FTX Users Reach Landmark Confidential Settlement with Law Firm Fenwick & West

Feb 3, 2026, 6:05 a.m. 9 sources neutral

Key takeaways:

  • The confidential settlement sets a precedent for holding professional service firms accountable in crypto collapses.
  • Investors should monitor the Feb 27 court date for potential impacts on broader FTX creditor recovery timelines.
  • The ruling may increase legal scrutiny and compliance costs for law firms advising crypto startups.

In a pivotal development for victims of the FTX collapse, a class of the bankrupt exchange's users has reached a confidential settlement with FTX's former law firm, Fenwick & West. The agreement, first reported by Cointelegraph, resolves allegations that the firm provided legal services that enabled the creation of shell companies used to misappropriate billions in customer funds.

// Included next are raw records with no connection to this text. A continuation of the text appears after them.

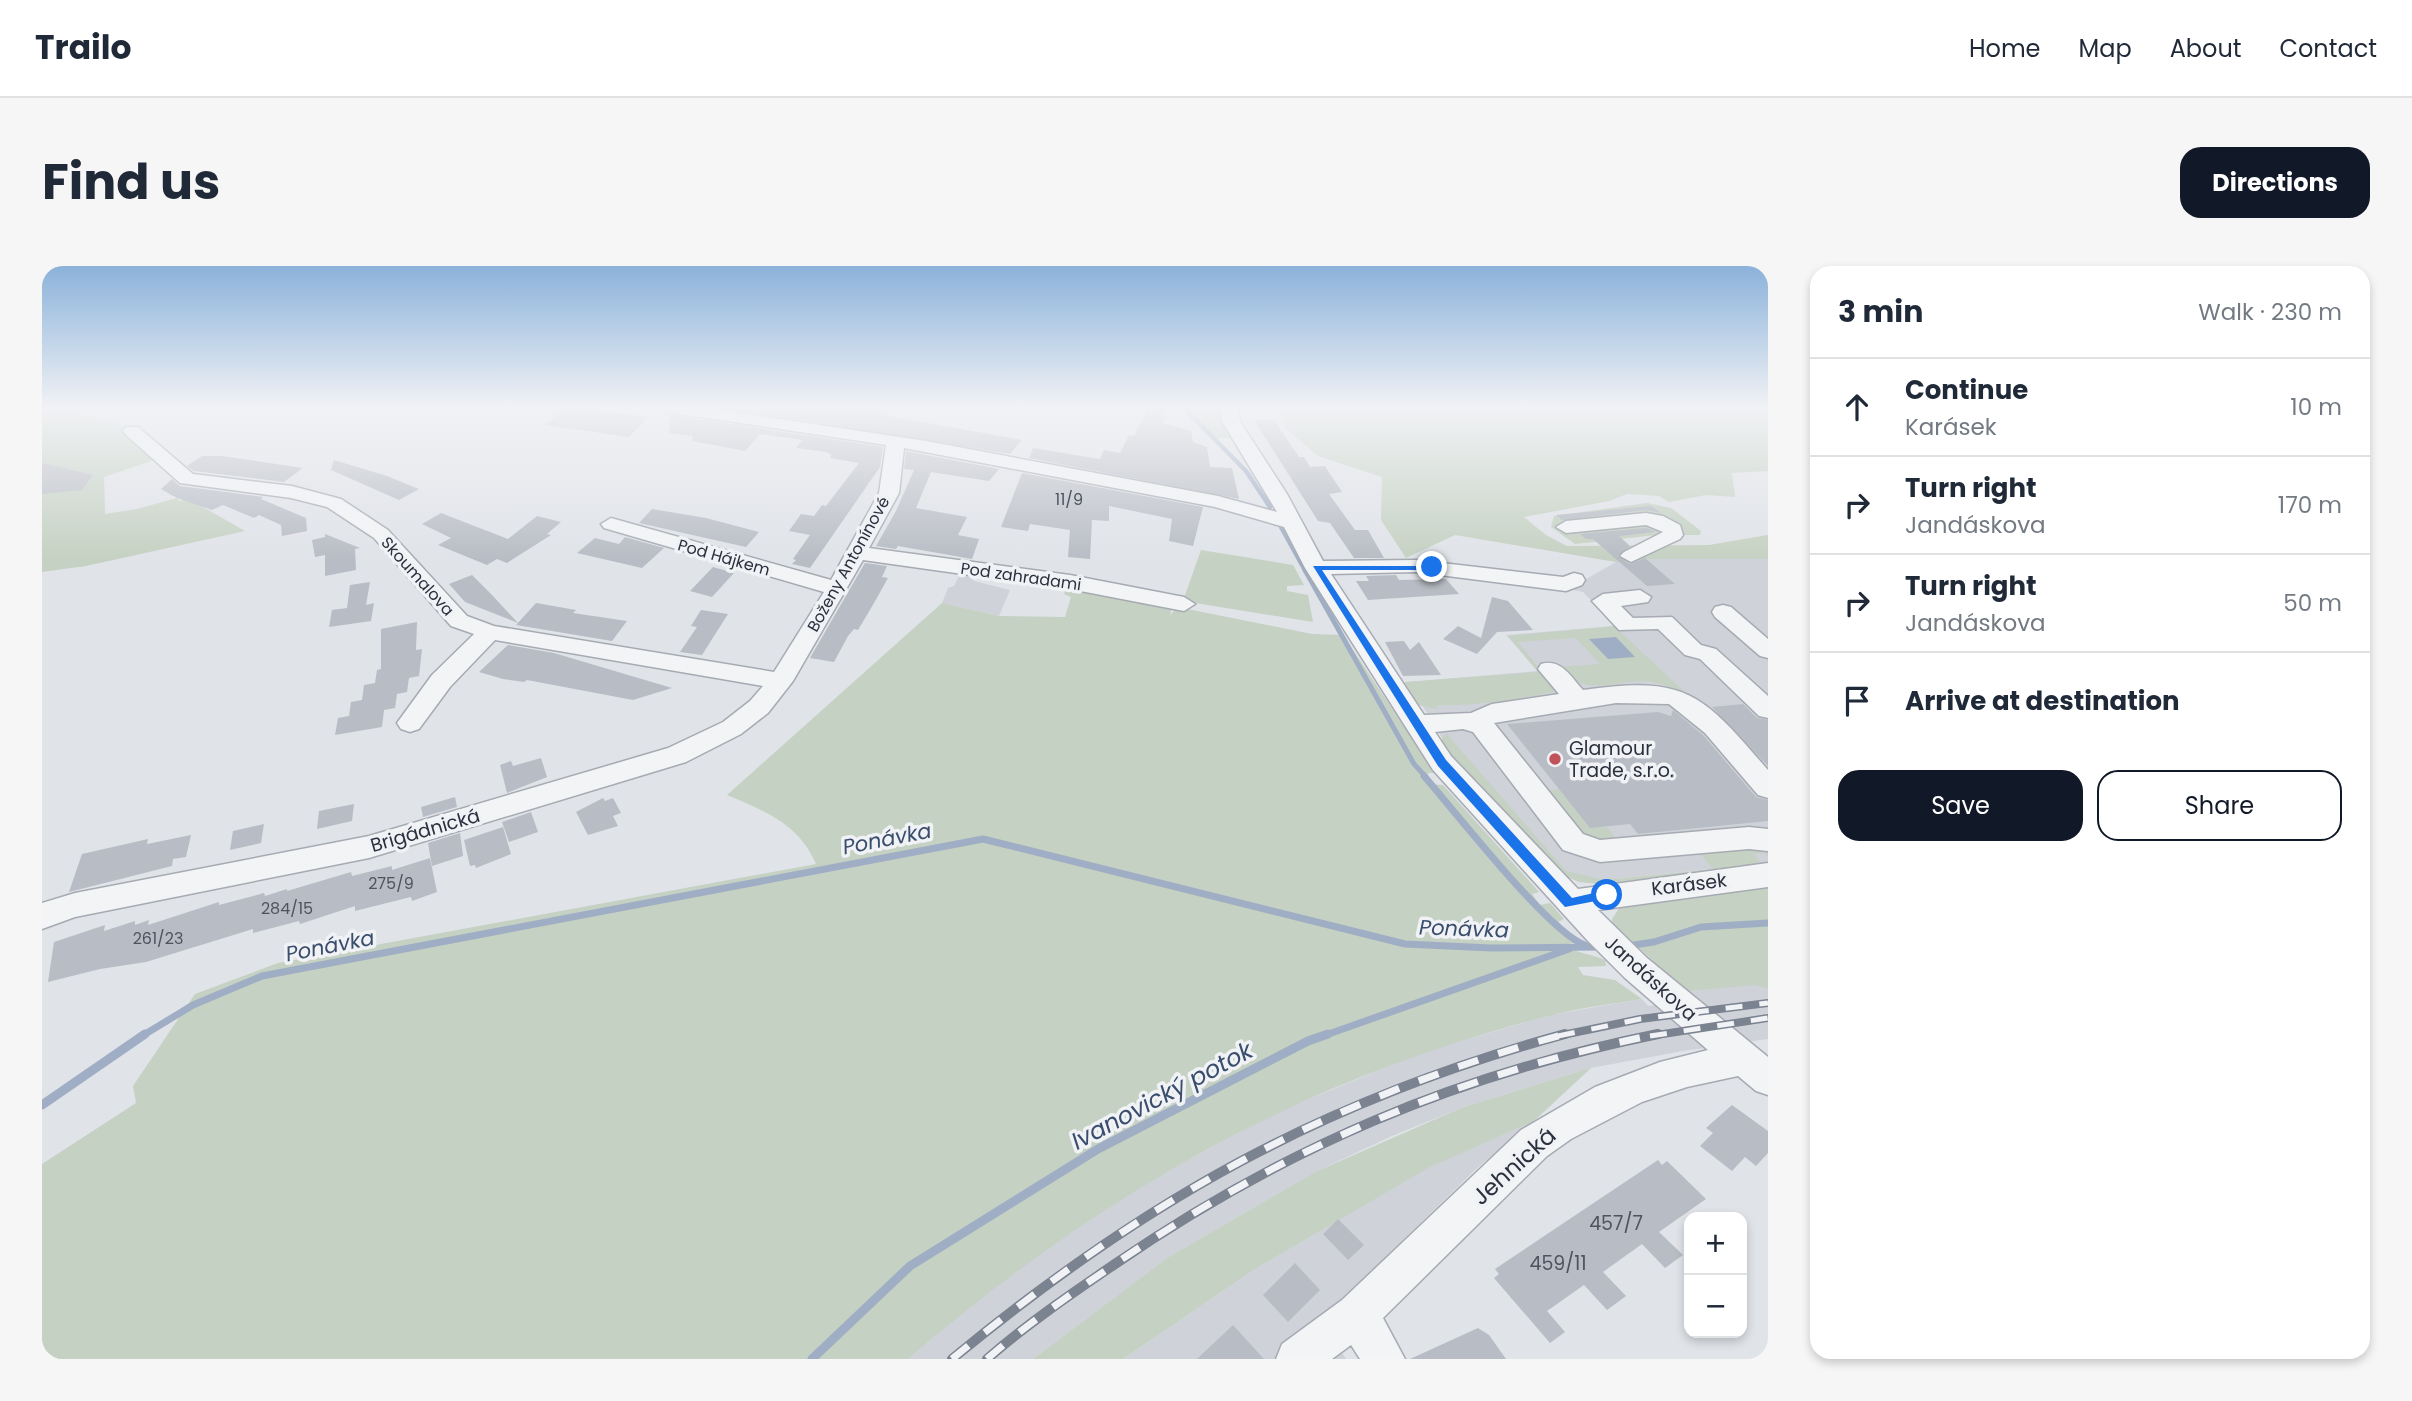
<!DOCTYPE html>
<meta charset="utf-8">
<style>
body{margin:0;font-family:Poppins,sans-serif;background:#f6f6f7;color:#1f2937}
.controls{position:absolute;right:21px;bottom:21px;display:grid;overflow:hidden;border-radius:14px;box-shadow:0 4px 10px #0003}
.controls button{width:63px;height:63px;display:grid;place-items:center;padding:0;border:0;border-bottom:2px solid #e0e1e3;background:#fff;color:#1f2937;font:35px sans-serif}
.stop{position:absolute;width:21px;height:21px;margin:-16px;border:5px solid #1a73e8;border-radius:50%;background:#fff}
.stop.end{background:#1a73e8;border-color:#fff;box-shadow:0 2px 7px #0008}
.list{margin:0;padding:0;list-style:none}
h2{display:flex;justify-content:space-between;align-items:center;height:91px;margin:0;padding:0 28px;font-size:30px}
h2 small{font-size:23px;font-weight:400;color:#747a83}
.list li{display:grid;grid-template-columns:46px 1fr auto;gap:21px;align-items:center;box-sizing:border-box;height:98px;padding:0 28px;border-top:2px solid #e0e1e3}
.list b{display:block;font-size:26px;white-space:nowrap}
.list p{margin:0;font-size:23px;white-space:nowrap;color:#747a83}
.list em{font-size:23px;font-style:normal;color:#747a83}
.actions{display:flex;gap:14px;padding:21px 28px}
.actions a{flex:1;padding:16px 0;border:2px solid #111827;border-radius:21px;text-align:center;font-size:24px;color:#111827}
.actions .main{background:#111827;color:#fff}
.icon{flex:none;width:38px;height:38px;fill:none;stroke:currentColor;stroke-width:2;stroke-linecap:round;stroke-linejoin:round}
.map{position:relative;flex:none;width:1726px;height:1093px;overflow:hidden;border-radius:21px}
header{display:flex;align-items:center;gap:42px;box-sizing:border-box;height:98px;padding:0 35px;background:#fff;border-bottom:2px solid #e0e1e3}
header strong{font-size:33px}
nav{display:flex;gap:38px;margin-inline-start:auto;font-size:24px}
.intro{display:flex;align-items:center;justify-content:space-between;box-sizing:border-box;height:168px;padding:0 42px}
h1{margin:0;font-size:49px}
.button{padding:18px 32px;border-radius:21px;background:#111827;color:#fff;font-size:24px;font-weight:700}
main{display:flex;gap:42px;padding:0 42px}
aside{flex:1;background:#fff;border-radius:21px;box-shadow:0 4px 10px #0003}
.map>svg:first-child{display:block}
</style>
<header>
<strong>Trailo</strong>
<nav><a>Home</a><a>Map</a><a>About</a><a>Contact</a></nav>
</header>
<div class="intro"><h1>Find us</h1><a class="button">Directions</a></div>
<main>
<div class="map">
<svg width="1726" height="1093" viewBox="0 0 1726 1093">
<rect width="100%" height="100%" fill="#e0e3e8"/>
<g fill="#cfd2d9">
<path d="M1609,293H1726V597L1563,614L1517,604L1408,485L1366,416L1496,405L1464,369L1574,360L1541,326L1527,323L1574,296Z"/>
<path d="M925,308L932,315L968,324L957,350L900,337L906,322L912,320L917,310Z"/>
<path d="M1726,717V773L1641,785L1549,802L1419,842L1350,870L1273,906L1125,992L991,1093H866L937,1032L1080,930L1231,848L1378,787L1508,749L1600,733L1606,740L1652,733L1647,725Z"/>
<path d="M1492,855L1435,902L1280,1053L1304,1093H1081L1213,1003L1386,901Z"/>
</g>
<g fill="#c5d1c2">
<path d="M1144,141H1180L1194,172H1172Z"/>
<path d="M1242,141H1726V205L1690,207L1693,231L1664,229L1627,236L1617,230L1585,228L1567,235L1482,251L1504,269L1525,280L1667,279L1726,269V293H1609L1574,296L1413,269L1364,292L1339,254L1340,211L1276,190L1243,162Z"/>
<path d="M0,147H29L75,156L112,194L62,211L63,248L95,243L135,232L138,235L147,233L203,265L44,300L0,306Z"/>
<path d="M1605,237L1629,242L1659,265L1658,269H1614L1533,278L1509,261L1512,250Z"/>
<path d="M1159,284L1251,299L1262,319L1245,320V325L1266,329L1271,356L1141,335Z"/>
<path d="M1025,320L1130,340L1128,349L1135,342H1140L1270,368L1301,369L1393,507H1387L1382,513L1387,518L1401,519L1497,626L1490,628L1498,639L1508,637L1522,653L1516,656L1535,676L1522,679C1533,687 1550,688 1563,694L1564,700L1536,701L1541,709L1573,714L1600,733C1569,738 1536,742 1506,750C1258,814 1059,927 866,1093H0V898L94,837L91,820L153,728L236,697L774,598C757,558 723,545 685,529L900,337L957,350L1023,351L1029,331L1022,328Z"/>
<path d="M1572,360L1647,430C1635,424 1624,418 1610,416C1575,411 1544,435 1518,401L1558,398L1534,372L1476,376L1515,425C1476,433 1438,440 1397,439L1394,440L1396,443L1370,438L1364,428L1363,416L1496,406L1466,370Z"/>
<path d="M1405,468L1524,605L1563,614L1671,603L1653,581L1726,580V591L1722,587L1712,588L1721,601L1556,618L1537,616L1516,607L1499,594L1400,480V472Z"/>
<path d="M1516,523L1548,562L1565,561L1581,580L1546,576L1502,525Z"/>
<path d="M1726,619V722L1712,719L1648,725L1653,733L1574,661H1570V653L1580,638Z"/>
<path d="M1549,802L1492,855L1386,902L1213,1003L1081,1093H991L1125,992L1273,906L1419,842Z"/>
</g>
<path fill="#9faec4" d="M1574,371L1593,391L1566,393L1547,373Z"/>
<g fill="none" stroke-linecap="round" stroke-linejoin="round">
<g stroke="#9faec4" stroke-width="4.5">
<path d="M1141,141L1204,205L1228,241"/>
<path d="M1239,261L1264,306"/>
</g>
<path stroke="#9faec4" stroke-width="5" d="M1263,304L1372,498L1384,511"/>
<g stroke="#9faec4" stroke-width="7">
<path d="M1382,510C1412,544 1508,668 1543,679"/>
<path d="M1585,680L1612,676L1659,661L1726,657"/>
<path d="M100,770L151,739L220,710L941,573L1363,678L1449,682L1560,681"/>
<path d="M1281,770L1527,683"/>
</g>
<g stroke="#9faec4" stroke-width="9">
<path d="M0,839L103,768"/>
<path d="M770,1093L868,1000L1056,883L1266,775L1286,768"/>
</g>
</g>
<g fill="#b8bcc4">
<path d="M524,141H533L606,151L587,171L503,159Z"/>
<path d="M677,141H844L837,148L980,174L968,188Z"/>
<path d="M1107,141H1124L1120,150H1125L1121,157L1149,165L1151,176L1165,181L1168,201L1190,202L1197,233L987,192L991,182L1058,193L1062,184L1078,187L1087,169L1092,170Z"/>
<path d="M628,149L841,181L838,201L768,302L750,298L754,294L751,293L768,269L747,265L759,248L772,250L780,239L784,240L817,197L788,192L790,189L784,186L754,182L760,174L718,168L703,185L650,175L651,170L627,167Z"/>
<path d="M1212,154H1232L1257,191H1262L1268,201L1283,200L1300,226L1287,228L1313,264H1326L1342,292H1312L1288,257L1276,255Z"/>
<path d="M864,185L957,203L947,215L889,206L874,242L925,251L916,269L937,273L930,293L856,280L854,283L834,280L854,245L872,204L862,203Z"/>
<path d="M160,190H180L261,202L242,216L152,205L145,200Z"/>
<path d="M292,194L345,210L377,223L357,234L289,204Z"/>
<path d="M0,197L51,209L40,224L0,228Z"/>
<path d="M980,207L1161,241L1151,280L1127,275L1130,253L1067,240V255L1050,254L1048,293L1026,291L1028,264L988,258L986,265L959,261Z"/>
<path d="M130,213L138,220L221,231L219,233L264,252L265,265L240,270L239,259L217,249L212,252L181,239L170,244L135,232L119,223Z"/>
<path d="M1609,240L1619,247L1604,244L1520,254L1514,249Z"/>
<path d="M610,243L664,252L717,266L704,281L597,257Z"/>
<path d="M399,247L466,273L495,250L519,256L505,268L509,269L465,297L455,293L445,299L396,279L409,272L380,258Z"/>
<path d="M1604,262L1613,266L1577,270L1588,280L1575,290L1588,298L1603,292L1633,318L1605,320L1551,273H1544L1538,268Z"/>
<path d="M283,268L318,282L313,283L314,304L283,310V289L273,291L270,274L283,271Z"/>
<path d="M583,271L622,282L600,302L535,287L553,272L577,278Z"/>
<path d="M823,297L845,300L840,311L846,312L832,337L816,364L812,363L806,370L792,396L768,392Z"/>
<path d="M671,301L692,307L670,331L648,325Z"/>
<path d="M430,309L450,329L476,357L423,336L407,318Z"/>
<path d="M1354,309L1357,314L1404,313L1417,328L1326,334L1314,315H1327L1324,310Z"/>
<path d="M328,316L324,339L332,337L329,355L287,361L290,344L305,342L308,319Z"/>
<path d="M1450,331L1466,335L1491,364L1455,366L1435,388L1401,373L1416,360L1439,372Z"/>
<path d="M494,337L534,344L531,347L585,355L570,375L474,359Z"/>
<path d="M659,344L686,348L660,389L638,386L655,361L649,360Z"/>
<path d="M375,356L374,384L380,383L377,410L367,412L365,426L355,428L353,442L342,444L340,461L293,469L296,452L307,450L309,436L320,434L322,419L333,417L335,404L339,403V363Z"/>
<path d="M1362,375L1368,384L1377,376L1399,409L1361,410L1343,376Z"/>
<path d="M466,379L512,387L630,422L591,434L485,414L482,416L461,413L437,406Z"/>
<path d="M1701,438L1715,452L1726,454V500L1670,441Z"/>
<path d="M1631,444L1661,469L1714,531L1726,534V555L1596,568L1588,558L1548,562L1465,458L1616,446L1629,450Z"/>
<path d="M499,492L505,511L465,527L458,499L469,495L471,500Z"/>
<path d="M413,531L415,541L381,551L379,541Z"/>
<path d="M561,532L563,535L571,532L579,547L571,550L576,560L546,569L534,546Z"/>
<path d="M312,538L310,555L275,563L277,545Z"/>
<path d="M489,546L496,566L467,576L460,556Z"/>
<path d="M222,558L219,577L188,584L191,565Z"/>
<path d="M461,561L469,588L434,602L433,599L428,600L422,574Z"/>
<path d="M418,567L421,590L390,600L386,577Z"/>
<path d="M149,569L144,591L131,593L130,600L27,626L40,588L106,573L105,578Z"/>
<path d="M388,592L395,626L370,635L369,631L313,645V640L258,658L257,655L211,667V663L104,696L58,703L6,716L12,676L63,659L62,665L93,655V659L107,654L106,659L177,636V639L222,627L223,630L245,623V625L309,606L310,610L350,600V604Z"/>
<path d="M1690,839L1726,865V887L1714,900L1703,891L1690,905L1658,880L1671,867L1664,862Z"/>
<path d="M1616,894L1620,899L1625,895L1664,933L1617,966L1641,989L1623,1002L1600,978L1561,1006L1584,1030L1565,1044L1542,1019L1505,1045L1523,1066L1508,1077L1452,1012L1457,1008L1453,1003Z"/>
<path d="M1296,953L1322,979L1306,994L1281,968Z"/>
<path d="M1253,997L1278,1024L1246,1056L1221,1029Z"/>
<path d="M1191,1059L1222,1093H1155L1174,1075Z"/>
<path d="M1436,1062L1447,1069L1464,1093H1368Z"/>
</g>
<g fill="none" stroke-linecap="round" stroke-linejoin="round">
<defs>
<g id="minor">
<path d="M616,141H659L884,175L1176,230L1235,246L1181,157L1176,141H1194L1199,157L1245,228L1281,295L1374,294L1521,311L1532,307L1540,309L1543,314L1540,319L1524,325L1374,306L1289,308L1382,449L1429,447L1450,438L1517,428L1496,403L1499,398C1519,392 1529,411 1541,424C1646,409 1660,428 1726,504V532L1716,529L1663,467L1627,438L1574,437L1452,457L1541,568L1558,574L1707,561L1726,563V585L1707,583L1558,596L1521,584L1431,466L1421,463L1393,466L1409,490L1536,623L1726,597V621L1556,644L1605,692L1726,791V829L1714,825L1696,810L1645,821L1600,836L1529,873L1505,890L1341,1052L1363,1093H1318L1309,1079L1290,1093H1234L1240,1078L1300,1034L1479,864L1553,821L1618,796L1666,784L1583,712L1545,674L1391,504L1263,302L1242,261L1173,241L862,182L857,227L827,282L1028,309L1142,331L1153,338L1142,345L1028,323L821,294L751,415L726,447L699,468L644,496L327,592L33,651L0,663V637L33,627L327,570L626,482L681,456L708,435L721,420L453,374L408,421L377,463L368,466L359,463L355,457L390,409L432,368L409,360L332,272L285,241L249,232L138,217L84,169L81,165L84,161H96L151,208L250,220L299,233L346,264L425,350L452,360L732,406L782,326L562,262L559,258L569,252L789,314L837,227L844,179L625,146Z"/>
<path d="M1604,247L1621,250L1638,259L1641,269L1638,273L1589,296L1578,290L1582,286L1621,266L1604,259L1524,267L1514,261L1524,255Z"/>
<path d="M1598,324L1609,331L1606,336L1579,340L1591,352L1630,351L1659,379L1674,383L1726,430V452L1717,450L1658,393L1643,389L1616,363L1577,364L1550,335L1561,328Z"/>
<path d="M1681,339L1689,341L1726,373V392L1718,390L1673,351L1670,346L1673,341Z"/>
</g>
</defs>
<use href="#minor" stroke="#a6aab2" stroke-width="3"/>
<use href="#minor" fill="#f3f4f6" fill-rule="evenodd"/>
<defs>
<g id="rail-far1">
<path d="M1516,770L1598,753L1726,737"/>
<path d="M1608,770L1726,752"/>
</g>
<g id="rail">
<path d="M910,1093C1103,934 1281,834 1523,768"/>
<path d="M945,1093C985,1058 1029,1028 1073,998C1244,881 1413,809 1616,768"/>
</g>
</defs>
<use href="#rail-far1" stroke="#7b8290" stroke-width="8"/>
<use href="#rail" stroke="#7b8290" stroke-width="10"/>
<use href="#rail-far1" stroke="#f0f2f5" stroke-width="5" stroke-dasharray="17" stroke-linecap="butt"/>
<use href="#rail" stroke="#f0f2f5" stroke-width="7" stroke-dasharray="21" stroke-linecap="butt"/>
</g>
<linearGradient id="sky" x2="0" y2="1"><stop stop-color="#8bb2da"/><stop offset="0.48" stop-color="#f1f2f5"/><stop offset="1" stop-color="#f1f2f5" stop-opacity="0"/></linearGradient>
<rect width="1726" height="294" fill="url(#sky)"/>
<path fill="#1a73e8" d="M1271,300H1393L1390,304H1280L1404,494L1530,632L1565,624L1569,625V632L1523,641L1396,500Z"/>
<circle fill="#c0525b" stroke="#f0f2f5" stroke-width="2.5" cx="1513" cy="493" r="7"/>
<g text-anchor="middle" stroke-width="7" stroke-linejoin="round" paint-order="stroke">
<g font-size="16" fill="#4e5360">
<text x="1027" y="239">11/9</text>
<text x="349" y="623">275/9</text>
<text x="245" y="648">284/15</text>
<text x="116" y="678">261/23</text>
</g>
<g font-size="16" fill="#2b303e" stroke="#f0f2f5">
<text transform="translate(682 291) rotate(16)" y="6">Pod Hájkem</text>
<text transform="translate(806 298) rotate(-61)" y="6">Boženy Antonínové</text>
<text transform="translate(376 310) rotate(48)" y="6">Skoumalova</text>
<text transform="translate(979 310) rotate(8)" y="6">Pod zahradami</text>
</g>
<g font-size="19" fill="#2b303e" stroke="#f0f2f5" text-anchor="start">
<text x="1527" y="489">Glamour<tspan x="1527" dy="22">Trade, s.r.o.</tspan></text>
</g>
<g font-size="19" fill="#2b303e" stroke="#f0f2f5">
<text transform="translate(383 564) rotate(-16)" y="7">Brigádnická</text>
<text transform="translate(1647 618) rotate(-7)" y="7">Karásek</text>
<text transform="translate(1609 712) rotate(42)" y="7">Jandáskova</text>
</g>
<g font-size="19" fill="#4e5360">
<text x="1574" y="964">457/7</text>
<text x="1516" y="1004">459/11</text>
</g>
<g font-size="21" font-style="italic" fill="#394d6d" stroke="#f0f2f5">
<text transform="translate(845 573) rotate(-11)" y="7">Ponávka</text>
<text transform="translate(1422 663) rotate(2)" y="7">Ponávka</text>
<text transform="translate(288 680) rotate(-11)" y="7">Ponávka</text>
</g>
<g font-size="23" fill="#2b303e" stroke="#f0f2f5">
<text transform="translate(1472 900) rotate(-42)" y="8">Jehnická</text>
</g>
<g font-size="24" font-style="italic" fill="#394d6d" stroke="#f0f2f5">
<text transform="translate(1120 830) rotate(-28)" y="8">Ivanovický potok</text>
</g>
</g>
</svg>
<div class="controls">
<button>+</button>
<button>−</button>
</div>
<div class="stop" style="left:1565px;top:629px"></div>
<div class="stop end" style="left:1390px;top:301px"></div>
</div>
<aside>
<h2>3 min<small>Walk · 230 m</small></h2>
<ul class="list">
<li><svg class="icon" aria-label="ahead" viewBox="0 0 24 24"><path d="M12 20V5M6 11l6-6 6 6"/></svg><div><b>Continue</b><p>Karásek</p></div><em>10 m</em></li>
<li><svg class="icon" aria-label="right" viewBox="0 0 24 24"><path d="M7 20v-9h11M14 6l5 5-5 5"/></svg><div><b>Turn right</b><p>Jandáskova</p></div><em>170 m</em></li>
<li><svg class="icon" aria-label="right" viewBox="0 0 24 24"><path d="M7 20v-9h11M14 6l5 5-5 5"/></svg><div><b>Turn right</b><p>Jandáskova</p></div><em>50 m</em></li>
<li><svg class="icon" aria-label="arrive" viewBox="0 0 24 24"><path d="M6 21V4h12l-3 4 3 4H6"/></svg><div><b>Arrive at destination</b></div></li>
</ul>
<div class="actions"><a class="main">Save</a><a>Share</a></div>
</aside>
</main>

Attorneys for both parties will formally present the settlement to the United States Bankruptcy Court for the District of Delaware on February 27, 2025. The specific financial terms remain undisclosed. This step follows months of negotiations and legal discovery stemming from a class-action lawsuit originally filed in 2023. The lawsuit alleged Fenwick & West played a "key and crucial role" by designing corporate structures that allowed improper conduct, including advising on structures to avoid money transmitter registration and having insight into the commingling of customer funds between FTX and its sister trading firm, Alameda Research.

Fenwick & West had denied the allegations, arguing it provided routine legal services and was unaware of any fraud. However, a court ruling in November rejected the firm's motion to dismiss the amended complaint, increasing pressure for a settlement. Legal experts view the agreement as a potential watershed, establishing that professional firms in crypto can be held accountable for facilitating opaque corporate structures. "This development signals that professional firms operating in the crypto ecosystem cannot claim ignorance or distance from the operational realities of their clients," noted Stanford University corporate law expert Professor Elena Vance.

The settlement represents a distinct legal avenue for user recovery, separate from the asset recovery efforts led by the FTX bankruptcy estate under CEO John Ray III. If approved by the court, it could accelerate the broader bankruptcy process by removing one source of legal uncertainty, though the total contribution from Fenwick & West to final creditor recovery rates remains unknown.